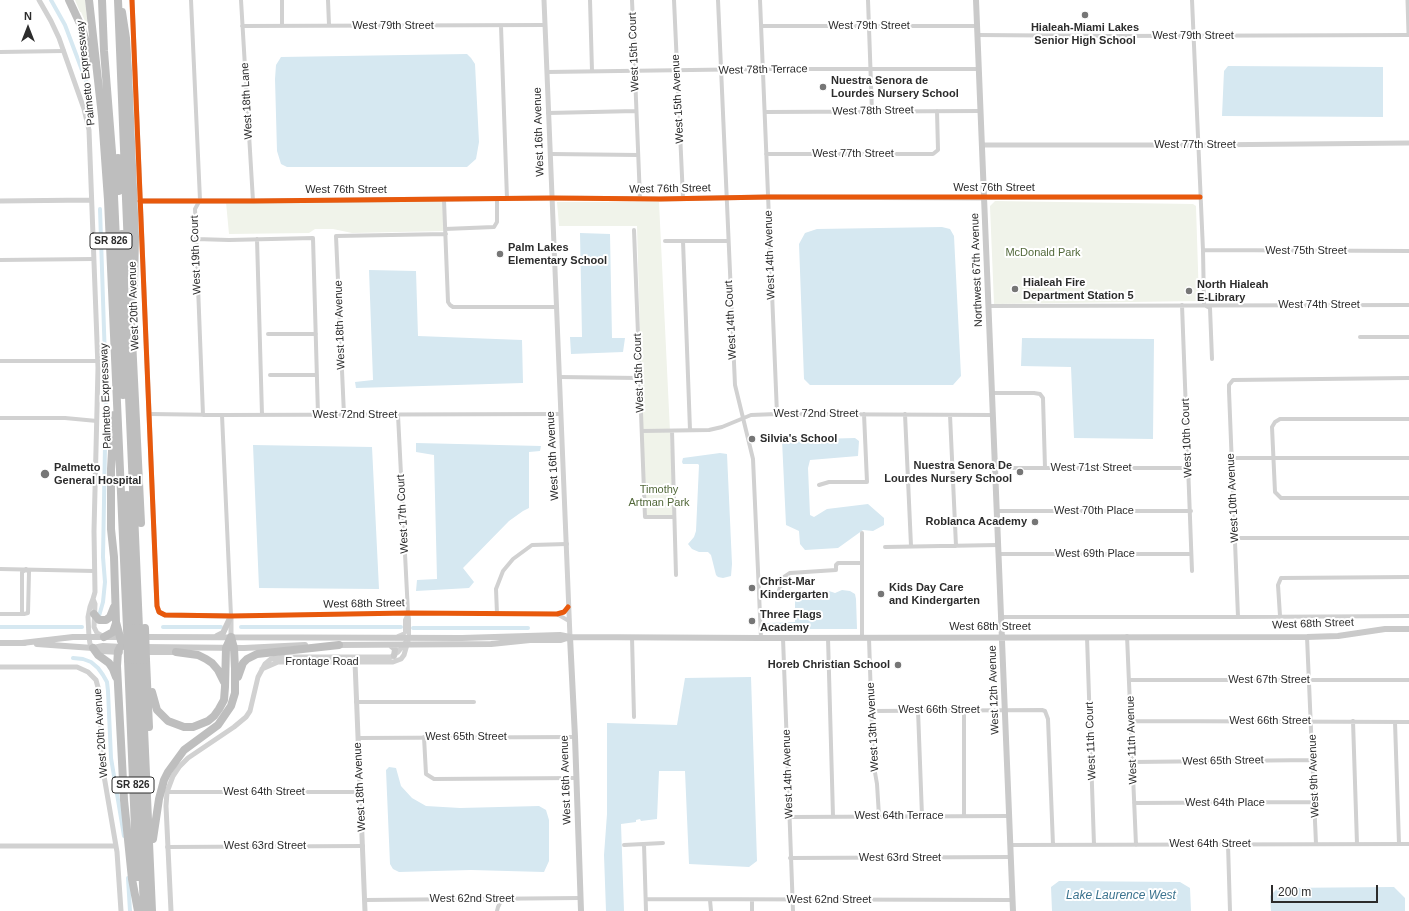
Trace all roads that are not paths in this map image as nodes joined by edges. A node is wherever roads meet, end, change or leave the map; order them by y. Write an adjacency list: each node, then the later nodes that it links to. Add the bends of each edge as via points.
1 (39, 0): 34 (street)
2 (69, 0): 44 (highway, via 82,28)
3 (89, 0): 44 (highway, Palmetto Expressway / SR 826)
4 (93, 0): 57 (highway)
5 (102, 0): 57 (highway)
6 (106, 0): 171 (highway, via 120,193)
7 (118, 0): 90 (highway, Palmetto Expressway / SR 826); 90 (highway, via 125,25 127,50 134,237)
8 (132, 0): 71 (street, West 20th Avenue)
9 (191, 0): 68 (street, West 19th Court)
10 (241, 0): 25 (street, West 18th Lane)
11 (282, 0): 23 (street)
12 (328, 0): 26 (street)
13 (544, 0): 24 (street, West 16th Avenue)
14 (590, 0): 40 (street)
15 (632, 0): 41 (street, West 15th Court)
16 (674, 0): 42 (street, West 15th Avenue)
17 (718, 0): 39 (street, West 14th Court)
18 (760, 0): 28 (street, West 14th Avenue)
19 (868, 0): 29 (street)
20 (976, 0): 30 (main road, Northwest 67th Avenue)
21 (1192, 0): 33 (street)
22 (1408, 0): 32 (street)
23 (282, 25): 25 (street, West 79th Street); 26 (street, West 79th Street)
24 (545, 25): 27 (street, West 79th Street); 43 (street, West 16th Avenue)
25 (242, 26): 72 (street, West 18th Lane)
26 (329, 26): 27 (street, West 79th Street)
27 (501, 26): 65 (street)
28 (761, 26): 29 (street, West 79th Street); 36 (street, West 14th Avenue)
29 (869, 26): 30 (street, West 79th Street); 37 (street)
30 (977, 26): 31 (main road, Northwest 67th Avenue)
31 (977, 34): 33 (street, West 79th Street); 38 (main road, Northwest 67th Avenue)
32 (1409, 34): 33 (street, West 79th Street)
33 (1194, 36): 53 (street)
34 (64, 51): 35 (street); 67 (street, via 88,126)
35 (0, 52)
36 (763, 69): 37 (street, West 78th Terrace); 39 (street, West 78th Terrace); 48 (street, West 14th Avenue)
37 (870, 69): 38 (street, West 78th Terrace); 49 (street)
38 (979, 69): 47 (main road, Northwest 67th Avenue)
39 (720, 70): 42 (street, West 78th Terrace); 62 (street, West 14th Court)
40 (592, 71): 41 (street, West 78th Terrace); 43 (street, West 78th Terrace)
41 (635, 71): 42 (street, West 78th Terrace); 45 (street, West 15th Court)
42 (677, 71): 61 (street, West 15th Avenue)
43 (547, 72): 50 (street, West 16th Avenue)
44 (99, 84): 104 (highway, Palmetto Expressway / SR 826, via 108,200)
45 (636, 111): 50 (street); 56 (street, West 15th Court)
46 (937, 111): 47 (street, West 78th Street); 49 (street, West 78th Street); 55 (street, West 77th Street, via 938,150 933,154)
47 (980, 111): 52 (main road, Northwest 67th Avenue)
48 (765, 112): 49 (street, West 78th Street); 55 (street, West 14th Avenue)
49 (872, 112)
50 (548, 113): 54 (street, West 16th Avenue)
51 (1409, 143): 53 (street, West 77th Street)
52 (982, 145): 53 (street, West 77th Street); 63 (main road, Northwest 67th Avenue)
53 (1198, 145): 58 (street)
54 (551, 154): 56 (street); 60 (street, West 16th Avenue)
55 (766, 154): 59 (street, West 14th Avenue)
56 (638, 155): 66 (street, West 15th Court)
57 (113, 171): 171 (highway)
58 (1200, 196): 63 (street, West 76th Street); 81 (street)
59 (768, 197): 62 (street, West 76th Street); 63 (street, West 76th Street); 107 (street, West 14th Avenue)
60 (552, 198): 65 (street, West 76th Street); 66 (street, West 76th Street); 89 (street, West 16th Avenue)
61 (683, 198): 62 (street, West 76th Street); 66 (street, West 76th Street)
62 (726, 198): 80 (street, West 14th Court)
63 (984, 198): 88 (main road, Northwest 67th Avenue)
64 (497, 199): 65 (street, West 76th Street); 69 (street, West 76th Street); 73 (street, via 497,222 494,228)
65 (507, 199)
66 (640, 199)
67 (92, 200): 70 (street); 83 (street)
68 (200, 200): 71 (street, West 76th Street); 72 (street, West 76th Street); 76 (street, West 19th Court, via 195,209)
69 (444, 200): 72 (street, West 76th Street); 73 (street)
70 (0, 201)
71 (140, 201): 105 (street, West 20th Avenue)
72 (252, 201)
73 (446, 229): 75 (street)
74 (634, 230): 101 (street, West 15th Court)
75 (446, 234): 89 (street, via 448,302 453,307); 115 (street, West 18th Avenue, via 336,236)
76 (196, 239): 77 (street); 111 (street, West 19th Court)
77 (257, 239): 92 (street, via 313,238); 113 (street)
78 (665, 241): 79 (street)
79 (683, 241): 80 (street); 122 (street)
80 (727, 241): 119 (street, West 14th Court, via 735,384)
81 (1203, 250): 82 (street, West 75th Street); 86 (street)
82 (1409, 251)
83 (94, 259): 84 (street); 97 (street)
84 (0, 260)
85 (1182, 305): 86 (street, West 74th Street); 88 (street, West 74th Street); 130 (street, West 10th Court)
86 (1204, 305): 87 (street, West 74th Street); 95 (street, via 1210,308)
87 (1409, 305)
88 (988, 306): 103 (main road, Northwest 67th Avenue)
89 (556, 307): 100 (street, West 16th Avenue)
90 (131, 309): 171 (highway, Palmetto Expressway / SR 826)
91 (268, 334): 92 (street)
92 (316, 334): 99 (street)
93 (1360, 336): 94 (street)
94 (1409, 337)
95 (1212, 359)
96 (0, 361): 97 (street)
97 (98, 361): 121 (street)
98 (270, 375): 99 (street)
99 (317, 375): 114 (street)
100 (559, 377): 101 (street); 106 (street, West 16th Avenue)
101 (639, 378): 123 (street, West 15th Court)
102 (1409, 378): 125 (street, West 10th Avenue, via 1233,380 1229,385)
103 (992, 393): 117 (main road, Northwest 67th Avenue); 129 (street, via 1034,393 1040,394 1043,398)
104 (117, 398): 155 (highway, via 113,422 111,494); 171 (highway, Palmetto Expressway / SR 826)
105 (148, 414): 111 (street, West 72nd Street); 157 (street, West 20th Avenue)
106 (561, 414): 116 (street, West 72nd Street); 139 (street, West 16th Avenue)
107 (777, 414): 108 (street, West 72nd Street); 119 (street, West 72nd Street, via 751,415)
108 (864, 414): 109 (street, West 72nd Street); 131 (street, via 867,482 829,482)
109 (905, 414): 110 (street, West 72nd Street); 140 (street)
110 (950, 414): 117 (street, West 72nd Street); 141 (street)
111 (203, 415): 112 (street, West 72nd Street)
112 (222, 415): 113 (street, West 72nd Street); 164 (street)
113 (262, 415): 114 (street, West 72nd Street)
114 (318, 415): 115 (street, West 72nd Street)
115 (344, 415): 116 (street, West 72nd Street)
116 (398, 415): 158 (street, West 17th Court)
117 (992, 415): 128 (main road, Northwest 67th Avenue)
118 (0, 418): 121 (street, via 65,418)
119 (743, 419): 122 (street, West 72nd Street, via 709,430); 153 (street, West 14th Court, via 753,459)
120 (1409, 419): 126 (street, via 1280,419 1272,427)
121 (97, 421): 149 (street)
122 (690, 430): 124 (street, West 72nd Street)
123 (642, 431): 124 (street, West 72nd Street); 135 (street, West 15th Court, via 645,517)
124 (672, 431): 135 (street)
125 (1231, 458): 126 (street); 137 (street, West 10th Avenue)
126 (1273, 458): 127 (street); 132 (street, via 1275,492 1281,498)
127 (1409, 458)
128 (994, 468): 129 (street, West 71st Street); 133 (main road, West 12th Avenue)
129 (1045, 468): 130 (street, West 71st Street)
130 (1188, 468): 134 (street, West 10th Court)
131 (819, 485)
132 (1409, 498)
133 (996, 511): 134 (street, West 70th Place); 142 (main road, West 12th Avenue)
134 (1191, 511): 145 (street, West 10th Court)
135 (674, 517): 151 (street)
136 (862, 533): 146 (street, West 13th Avenue)
137 (1235, 538): 138 (street); 168 (street, West 10th Avenue)
138 (1409, 538)
139 (566, 544): 156 (street, West 16th Avenue); 162 (street, via 532,545 513,558 503,571 496,589)
140 (911, 546): 141 (street); 143 (street)
141 (956, 546): 142 (street)
142 (998, 546): 144 (main road, West 12th Avenue)
143 (885, 547)
144 (998, 554): 145 (street, West 69th Place); 167 (main road, West 12th Avenue)
145 (1191, 554): 150 (street, West 10th Court)
146 (862, 563): 153 (street, via 838,563 836,570 790,573 784,577 778,593); 188 (street, West 13th Avenue)
147 (0, 569): 148 (street)
148 (26, 569): 149 (street); 160 (street, via 22,572); 160 (street, via 29,572 29,612)
149 (94, 571): 154 (street)
150 (1192, 571)
151 (676, 575)
152 (1409, 577): 165 (street, via 1281,578 1278,585)
153 (760, 595): 185 (street, West 14th Court)
154 (93, 599): 161 (street); 175 (street, via 88,613)
155 (116, 602): 161 (highway, via 107,620 99,620); 170 (highway)
156 (568, 607): 163 (street, via 564,612); 169 (street, West 16th Avenue)
157 (159, 612): 164 (street, West 68th Street, via 165,615)
158 (408, 613): 162 (street, West 68th Street); 164 (street, West 68th Street); 184 (street, West 17th Court, via 405,633); 189 (street, West 17th Court)
159 (0, 614): 160 (street)
160 (22, 614)
161 (94, 614): 182 (street, via 94,629)
162 (497, 614): 163 (street, West 68th Street)
163 (557, 614): 169 (street)
164 (231, 616): 176 (main road, via 223,633); 177 (street)
165 (1280, 616): 166 (street, West 68th Street); 168 (street, West 68th Street)
166 (1409, 616)
167 (1001, 617): 168 (street, West 68th Street); 180 (main road, West 12th Avenue)
168 (1238, 617)
169 (569, 621): 178 (street, West 16th Avenue)
170 (116, 622): 182 (highway, via 113,632); 192 (highway)
171 (136, 628): 200 (highway, Palmetto Expressway / SR 826, bridge); 200 (highway, Palmetto Expressway / SR 826, bridge)
172 (1409, 629): 174 (main road, West 68th Street, via 1385,629 1338,636)
173 (1127, 636): 174 (main road, West 68th Street); 181 (main road, West 68th Street); 204 (street, West 11th Avenue)
174 (1307, 636): 205 (street, West 9th Avenue)
175 (89, 637): 182 (main road, West 68th Street); 191 (main road, West 68th Street); 195 (street)
176 (215, 637): 177 (main road, West 68th Street); 183 (main road, West 68th Street)
177 (231, 637): 184 (main road, West 68th Street); 196 (highway)
178 (570, 637): 179 (main road, West 68th Street); 189 (main road, West 68th Street, via 527,635); 222 (main road, West 16th Avenue)
179 (632, 637): 185 (main road, West 68th Street); 216 (street)
180 (1001, 637): 181 (main road, West 68th Street); 188 (main road, West 68th Street); 214 (main road, West 12th Avenue)
181 (1087, 637): 249 (street, West 11th Court)
182 (104, 638): 192 (main road, West 68th Street)
183 (138, 638): 192 (highway)
184 (393, 638): 189 (main road, West 68th Street)
185 (761, 638): 186 (main road, West 68th Street)
186 (783, 638): 187 (main road, West 68th Street); 237 (street, West 14th Avenue)
187 (828, 638): 188 (main road, West 68th Street); 232 (street)
188 (865, 638): 215 (street, West 13th Avenue)
189 (406, 642): 194 (main road, West 68th Street); 198 (street); 201 (street, Frontage Road, via 401,659 388,662)
190 (0, 643): 191 (main road, West 68th Street)
191 (22, 643): 195 (main road, West 68th Street)
192 (122, 645): 195 (main road, West 68th Street, via 102,651); 196 (main road, West 68th Street); 197 (main road, West 68th Street); 207 (highway)
193 (339, 645): 194 (main road, West 68th Street); 196 (main road, West 68th Street); 208 (highway, via 257,654 243,663)
194 (390, 645): 198 (main road, via 394,649)
195 (92, 648): 207 (highway, via 109,663)
196 (230, 648): 197 (main road, West 68th Street); 208 (highway); 209 (highway)
197 (176, 652): 209 (highway, via 198,655 212,663)
198 (394, 656): 199 (street, Frontage Road)
199 (363, 657): 201 (street); 203 (street, Frontage Road, via 276,658 265,664)
200 (137, 660): 209 (highway, via 157,710 176,725 193,726 214,716 224,700); 238 (highway, Palmetto Expressway / SR 826); 266 (highway, Palmetto Expressway / SR 826); 267 (highway); 268 (highway)
201 (355, 662): 203 (street, Frontage Road, via 278,662); 210 (street, West 18th Avenue)
202 (0, 667): 252 (street, West 20th Avenue, via 74,667 85,670 97,682 102,766)
203 (262, 670): 228 (street, via 246,717 188,758 173,776)
204 (1129, 680): 205 (street, West 67th Street); 219 (street, West 11th Avenue)
205 (1309, 680): 206 (street, West 67th Street); 217 (street, West 9th Avenue)
206 (1409, 680)
207 (118, 682): 266 (highway, via 124,800)
208 (235, 685): 238 (highway, via 231,706 223,719 210,732 184,750 168,772 161,789)
209 (225, 687)
210 (356, 702): 211 (street); 223 (street, West 18th Avenue)
211 (474, 702)
212 (918, 710): 213 (street, West 66th Street); 215 (street, West 66th Street); 234 (street)
213 (964, 710): 214 (street, West 66th Street); 235 (street)
214 (1004, 710): 236 (main road, West 12th Avenue); 248 (street, West 66th Street, via 1042,710 1048,719)
215 (872, 711): 233 (street, West 13th Avenue, via 873,762)
216 (634, 717)
217 (1312, 721): 218 (street, West 66th Street); 219 (street, West 66th Street); 225 (street, West 9th Avenue)
218 (1353, 721): 220 (street, West 66th Street); 243 (street)
219 (1131, 722): 226 (street, West 11th Avenue)
220 (1395, 722): 221 (street, West 66th Street); 244 (street)
221 (1409, 722)
222 (575, 737): 224 (street, West 65th Street); 227 (main road, West 16th Avenue)
223 (358, 738): 224 (street, West 65th Street); 229 (street, West 18th Avenue)
224 (424, 738): 227 (street, via 426,774 434,779)
225 (1313, 760): 226 (street, West 65th Street); 230 (street, West 9th Avenue)
226 (1133, 762): 231 (street, West 11th Avenue)
227 (576, 778): 257 (main road, West 16th Avenue)
228 (167, 792): 229 (street, West 64th Street); 254 (street)
229 (360, 792): 253 (street, West 18th Avenue)
230 (1315, 802): 231 (street, West 64th Place); 242 (street, West 9th Avenue)
231 (1134, 803): 250 (street, West 11th Avenue)
232 (833, 816): 233 (street, West 64th Terrace); 237 (street, West 64th Terrace)
233 (879, 816): 234 (street, West 64th Terrace)
234 (922, 816): 235 (street, West 64th Terrace)
235 (964, 816): 236 (street, West 64th Terrace)
236 (1009, 816): 247 (main road, West 12th Avenue)
237 (789, 817): 256 (street, West 14th Avenue)
238 (153, 839): 269 (highway, Palmetto Expressway / SR 826)
239 (663, 843): 240 (street)
240 (644, 844): 246 (street); 259 (street)
241 (1228, 844): 242 (street, West 64th Street); 250 (street, West 64th Street); 279 (street)
242 (1316, 844): 243 (street, West 64th Street)
243 (1357, 844): 244 (street, West 64th Street)
244 (1399, 844): 245 (street, West 64th Street)
245 (1409, 844)
246 (624, 845)
247 (1010, 845): 248 (street, West 64th Street); 255 (main road, West 12th Avenue)
248 (1053, 845): 249 (street, West 64th Street)
249 (1094, 845): 250 (street, West 64th Street)
250 (1136, 845)
251 (0, 846): 252 (street)
252 (116, 846): 265 (street, West 20th Avenue)
253 (363, 846): 254 (street, West 63rd Street); 260 (street, West 18th Avenue)
254 (167, 847): 270 (street)
255 (1010, 857): 256 (street, West 63rd Street); 264 (main road, West 12th Avenue)
256 (790, 858): 263 (street, West 14th Avenue)
257 (580, 898): 258 (street, West 62nd Street); 273 (main road, West 16th Avenue)
258 (502, 899): 260 (street, West 62nd Street); 272 (street)
259 (646, 899): 261 (street, West 62nd Street); 274 (street)
260 (365, 900): 271 (street, West 18th Avenue)
261 (710, 900): 262 (street, West 62nd Street); 275 (street)
262 (752, 900): 263 (street, West 62nd Street); 276 (street)
263 (793, 900): 264 (street, West 62nd Street); 277 (street, West 14th Avenue)
264 (1012, 900): 278 (main road, West 12th Avenue)
265 (121, 911)
266 (138, 911)
267 (144, 911)
268 (152, 911)
269 (157, 911)
270 (171, 911)
271 (365, 911)
272 (497, 911)
273 (581, 911)
274 (646, 911)
275 (711, 911)
276 (752, 911)
277 (793, 911)
278 (1013, 911)
279 (1230, 911)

____________

§ What needs to be done: Collect each line above holding the string "Frontage".

§ Written solution:
189 (406, 642): 194 (main road, West 68th Street); 198 (street); 201 (street, Frontage Road, via 401,659 388,662)
198 (394, 656): 199 (street, Frontage Road)
199 (363, 657): 201 (street); 203 (street, Frontage Road, via 276,658 265,664)
201 (355, 662): 203 (street, Frontage Road, via 278,662); 210 (street, West 18th Avenue)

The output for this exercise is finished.